◆ DIRECTIONS: Copy every line that holds the string "Balestreino" from the data below.
▶
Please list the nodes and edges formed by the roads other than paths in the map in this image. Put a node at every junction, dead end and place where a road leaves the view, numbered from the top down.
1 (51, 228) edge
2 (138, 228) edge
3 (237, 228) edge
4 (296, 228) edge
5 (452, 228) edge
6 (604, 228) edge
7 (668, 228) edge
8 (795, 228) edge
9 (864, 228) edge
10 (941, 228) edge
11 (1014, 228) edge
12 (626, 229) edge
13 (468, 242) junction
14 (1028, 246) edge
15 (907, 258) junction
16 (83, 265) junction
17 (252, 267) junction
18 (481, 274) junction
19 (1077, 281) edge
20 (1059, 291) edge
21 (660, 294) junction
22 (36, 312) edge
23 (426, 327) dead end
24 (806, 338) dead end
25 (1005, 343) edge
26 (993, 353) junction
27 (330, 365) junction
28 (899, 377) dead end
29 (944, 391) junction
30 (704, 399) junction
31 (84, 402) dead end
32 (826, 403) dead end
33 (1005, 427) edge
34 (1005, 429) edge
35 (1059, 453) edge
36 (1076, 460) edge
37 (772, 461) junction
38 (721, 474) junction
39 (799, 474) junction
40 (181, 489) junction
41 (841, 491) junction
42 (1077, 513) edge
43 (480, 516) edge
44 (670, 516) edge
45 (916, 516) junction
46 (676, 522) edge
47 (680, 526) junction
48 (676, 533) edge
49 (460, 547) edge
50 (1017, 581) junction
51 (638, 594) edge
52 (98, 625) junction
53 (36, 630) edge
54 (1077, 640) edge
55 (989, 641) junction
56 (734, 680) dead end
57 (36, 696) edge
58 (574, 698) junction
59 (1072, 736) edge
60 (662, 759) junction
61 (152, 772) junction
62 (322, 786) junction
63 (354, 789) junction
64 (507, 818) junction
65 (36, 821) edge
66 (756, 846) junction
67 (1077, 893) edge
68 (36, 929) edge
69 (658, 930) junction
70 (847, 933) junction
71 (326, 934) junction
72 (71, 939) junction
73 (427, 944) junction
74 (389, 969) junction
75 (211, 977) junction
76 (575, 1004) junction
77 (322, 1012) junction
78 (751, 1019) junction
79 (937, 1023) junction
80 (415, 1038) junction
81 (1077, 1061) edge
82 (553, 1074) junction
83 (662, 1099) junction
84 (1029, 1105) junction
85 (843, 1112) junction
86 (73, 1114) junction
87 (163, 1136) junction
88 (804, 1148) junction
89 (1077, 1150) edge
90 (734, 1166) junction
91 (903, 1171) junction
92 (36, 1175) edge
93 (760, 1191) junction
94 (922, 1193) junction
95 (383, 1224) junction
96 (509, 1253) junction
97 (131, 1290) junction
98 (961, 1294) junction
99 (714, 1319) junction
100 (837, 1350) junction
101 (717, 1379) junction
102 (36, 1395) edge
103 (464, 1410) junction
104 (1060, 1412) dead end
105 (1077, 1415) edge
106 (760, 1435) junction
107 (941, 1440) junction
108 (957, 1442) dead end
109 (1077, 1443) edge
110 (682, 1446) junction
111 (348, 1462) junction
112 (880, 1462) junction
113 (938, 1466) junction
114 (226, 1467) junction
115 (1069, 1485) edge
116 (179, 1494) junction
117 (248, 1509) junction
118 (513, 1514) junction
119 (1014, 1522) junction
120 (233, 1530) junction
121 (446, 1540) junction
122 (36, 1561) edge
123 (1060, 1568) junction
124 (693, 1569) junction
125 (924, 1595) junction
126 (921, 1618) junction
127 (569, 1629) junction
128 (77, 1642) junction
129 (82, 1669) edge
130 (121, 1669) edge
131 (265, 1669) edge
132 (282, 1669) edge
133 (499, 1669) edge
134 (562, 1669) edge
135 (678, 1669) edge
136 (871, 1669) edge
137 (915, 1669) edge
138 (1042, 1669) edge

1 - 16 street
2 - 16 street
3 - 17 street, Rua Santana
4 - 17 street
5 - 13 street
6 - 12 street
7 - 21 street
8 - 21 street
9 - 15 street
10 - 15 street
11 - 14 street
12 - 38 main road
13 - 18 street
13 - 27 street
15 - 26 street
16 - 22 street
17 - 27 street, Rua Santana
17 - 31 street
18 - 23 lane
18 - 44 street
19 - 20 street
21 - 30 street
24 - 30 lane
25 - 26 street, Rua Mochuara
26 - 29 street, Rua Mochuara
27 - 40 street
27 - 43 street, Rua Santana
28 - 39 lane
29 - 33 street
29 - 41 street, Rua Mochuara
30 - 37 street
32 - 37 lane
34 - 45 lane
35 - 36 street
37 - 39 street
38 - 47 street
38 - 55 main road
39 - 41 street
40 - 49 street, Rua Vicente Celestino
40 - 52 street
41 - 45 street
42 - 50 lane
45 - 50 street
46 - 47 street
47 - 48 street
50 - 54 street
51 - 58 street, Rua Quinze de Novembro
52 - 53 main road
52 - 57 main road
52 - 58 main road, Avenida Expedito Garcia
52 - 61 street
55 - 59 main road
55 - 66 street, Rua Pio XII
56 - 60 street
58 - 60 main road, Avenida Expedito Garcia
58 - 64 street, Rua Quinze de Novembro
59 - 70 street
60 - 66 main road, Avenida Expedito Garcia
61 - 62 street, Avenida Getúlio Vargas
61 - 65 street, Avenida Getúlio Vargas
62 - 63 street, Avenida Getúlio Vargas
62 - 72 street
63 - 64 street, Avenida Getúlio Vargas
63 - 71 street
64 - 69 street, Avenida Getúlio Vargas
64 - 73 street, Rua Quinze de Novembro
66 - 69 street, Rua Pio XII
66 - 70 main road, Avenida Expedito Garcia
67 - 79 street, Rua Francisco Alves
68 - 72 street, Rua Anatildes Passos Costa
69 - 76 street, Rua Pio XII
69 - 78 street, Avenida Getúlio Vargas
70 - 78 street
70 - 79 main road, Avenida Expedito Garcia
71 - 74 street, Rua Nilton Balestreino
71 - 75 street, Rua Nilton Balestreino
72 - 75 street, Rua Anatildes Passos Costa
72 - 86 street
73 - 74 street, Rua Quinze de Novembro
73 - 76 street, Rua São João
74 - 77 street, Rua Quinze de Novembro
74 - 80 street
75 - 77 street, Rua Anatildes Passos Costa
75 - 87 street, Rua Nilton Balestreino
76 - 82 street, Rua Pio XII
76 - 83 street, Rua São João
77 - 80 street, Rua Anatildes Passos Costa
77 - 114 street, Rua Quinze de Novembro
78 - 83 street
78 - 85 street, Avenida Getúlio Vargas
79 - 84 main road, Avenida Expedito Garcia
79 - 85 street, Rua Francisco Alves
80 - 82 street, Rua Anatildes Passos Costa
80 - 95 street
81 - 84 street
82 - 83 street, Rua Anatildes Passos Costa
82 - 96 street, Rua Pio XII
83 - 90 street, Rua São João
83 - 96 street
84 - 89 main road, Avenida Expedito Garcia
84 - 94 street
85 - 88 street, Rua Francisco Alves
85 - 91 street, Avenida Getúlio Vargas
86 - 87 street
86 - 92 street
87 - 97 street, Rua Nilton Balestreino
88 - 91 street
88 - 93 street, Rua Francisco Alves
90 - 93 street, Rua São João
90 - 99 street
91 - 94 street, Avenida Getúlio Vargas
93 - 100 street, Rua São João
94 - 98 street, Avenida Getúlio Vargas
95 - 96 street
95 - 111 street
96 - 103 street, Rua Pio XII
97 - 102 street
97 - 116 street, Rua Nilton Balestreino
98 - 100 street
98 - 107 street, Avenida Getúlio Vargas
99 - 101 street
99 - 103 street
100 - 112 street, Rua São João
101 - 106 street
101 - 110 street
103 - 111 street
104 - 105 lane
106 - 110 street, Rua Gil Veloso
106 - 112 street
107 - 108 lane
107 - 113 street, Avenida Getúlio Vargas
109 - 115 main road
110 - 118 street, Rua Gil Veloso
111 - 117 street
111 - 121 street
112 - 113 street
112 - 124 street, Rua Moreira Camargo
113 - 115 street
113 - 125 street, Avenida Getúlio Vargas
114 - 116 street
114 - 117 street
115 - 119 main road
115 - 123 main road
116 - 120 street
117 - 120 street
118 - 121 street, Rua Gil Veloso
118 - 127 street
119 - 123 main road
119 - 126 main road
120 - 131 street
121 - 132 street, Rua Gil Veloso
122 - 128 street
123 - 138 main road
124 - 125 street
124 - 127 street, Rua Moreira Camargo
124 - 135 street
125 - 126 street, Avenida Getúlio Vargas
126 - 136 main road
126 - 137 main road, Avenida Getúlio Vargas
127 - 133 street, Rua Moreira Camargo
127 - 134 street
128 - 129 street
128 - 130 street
◀
◆ ANSWER FOR THIS EXERCISE:
71 - 74 street, Rua Nilton Balestreino
71 - 75 street, Rua Nilton Balestreino
75 - 87 street, Rua Nilton Balestreino
87 - 97 street, Rua Nilton Balestreino
97 - 116 street, Rua Nilton Balestreino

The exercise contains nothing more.